According to another aspect of the invention, a system includes a first camera, and a processor operative to receive a first image of a first line of perforations formed by a perforating arrangement in a sheet product from the first camera, process first image to determine whether the first line of perforations are within specifications, output an indication to an operator indicative that the first line of perforations are not within specifications responsive to determining that the first line of perforations are not within specifications.

These and other advantages and features will become more apparent from the following description taken in conjunction with the drawings. BRIEF DESCRIPTION OF THE DRAWINGS

The subject matter, which is regarded as the invention, is particularly pointed out and distinctly claimed in the claims at the conclusion of the specification.

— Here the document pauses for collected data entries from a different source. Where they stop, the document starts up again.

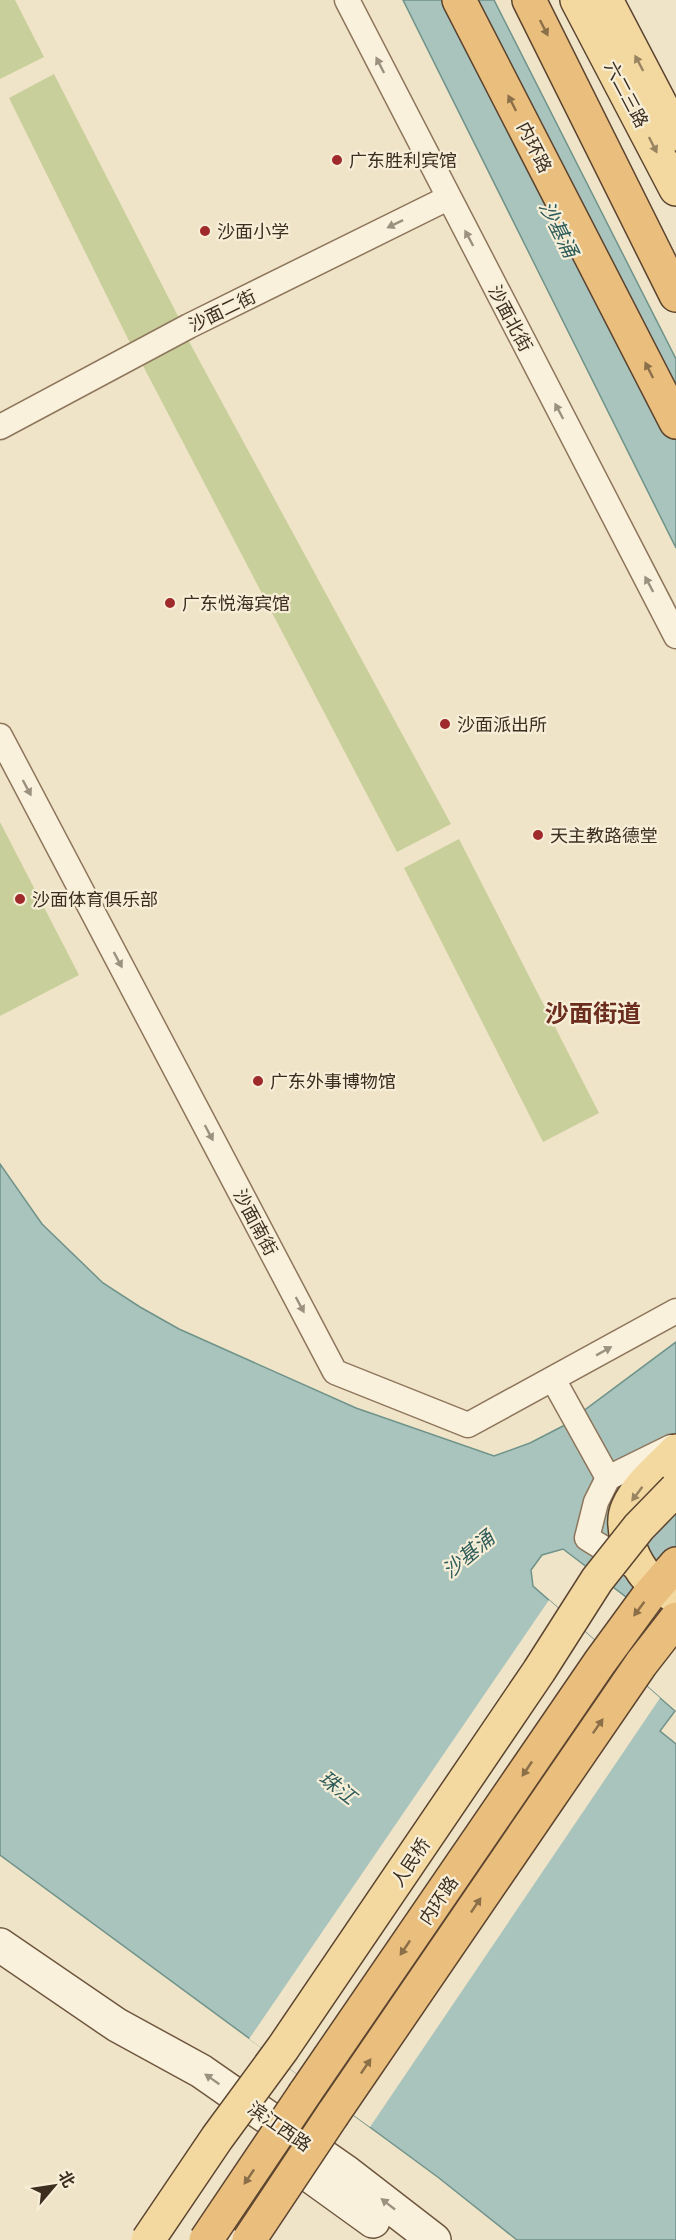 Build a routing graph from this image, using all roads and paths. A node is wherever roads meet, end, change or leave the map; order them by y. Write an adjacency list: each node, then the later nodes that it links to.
1 (347, 0): 9 (street, 沙面北街, one-way to 1)
2 (459, 0): 12 (highway, 内环路, one-way to 2)
3 (529, 0): 6 (highway, one-way to 6)
4 (577, 0): 8 (main road, 六二三路, one-way to 8)
5 (606, 0): 7 (main road, 六二三路, one-way to 5)
6 (558, 56): 10 (highway); 11 (highway)
7 (676, 134)
8 (676, 189)
9 (448, 198): 13 (street, 沙面二街, one-way to 13); 14 (street, 沙面北街, one-way to 9)
10 (676, 259)
11 (676, 295)
12 (676, 422)
13 (2, 426)
14 (676, 636)
15 (0, 736): 17 (street, 沙面南街, one-way to 17)
16 (676, 1311): 17 (street, 沙面南街, one-way to 16)
17 (556, 1383): 20 (street)
18 (676, 1443): 20 (street)
19 (676, 1451): 23 (main road, one-way to 23)
20 (608, 1478): 23 (street)
21 (676, 1489): 27 (main road, 人民桥, bridge)
22 (676, 1504): 28 (main road, 人民桥)
23 (664, 1580): 29 (highway, 内环路, one-way to 29, bridge)
24 (676, 1619): 30 (highway, 内环路, one-way to 24, bridge)
25 (0, 1945): 26 (main road, 滨江西路)
26 (117, 2025): 31 (main road, 滨江西路); 32 (main road, 滨江西路, one-way to 26)
27 (148, 2240)
28 (171, 2240)
29 (206, 2240)
30 (249, 2240)
31 (398, 2240)
32 (434, 2240)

The foregoing and other features, and advantages of the invention are apparent from the following detailed description taken in conjunction with the accompanying drawings in which:

FIG. 1 illustrates an exemplary portion of a system for fabricating perforations in a sheet product and rolling the sheet product.

FIG. 2 illustrates a side view of a portion of the system.

FIG. 3 illustrates a detailed view of the region 3 of FIG. 2. FIG. 4 illustrates a block diagram of the system.

FIGS. 5-7 illustrate examples of images of lines of perforation in the sheet product.

FIGS. 8 A and 8B illustrate a block diagram of an exemplary method that may be performed by the system of FIG. 1.

FIG. 9 illustrates a block diagram of an alternate exemplary method that may be performed by the system of FIG. 1.

The detailed description explains embodiments of the invention, together with advantages and features, by way of example with reference to the drawings.

DETAILED DESCRIPTION OF THE INVENTION

Sheet products are often fabricated into rolls of sheet products. Prior to forming the rolls, the sheet product may be processed to fabricate lines of perforations that are usually arranged parallel to the rotational axis of the rolls. The lines of perforations allow a user to easily separate portions of the sheet material from the roll. The lines of perforations are often formed by passing the sheet product through a perforating mechanism that forms the perforations. The distance or interference between the anvil and knife affects quality of the cut. In operation, an operator typically inspects the line of perforations to determine if the line of perforations is within desired specifications. The operator may then adjust the perforating mechanism if desired to form the proper perforations. Once the perforations have been formed, the sheet product could be wound to form a roll having a desired length.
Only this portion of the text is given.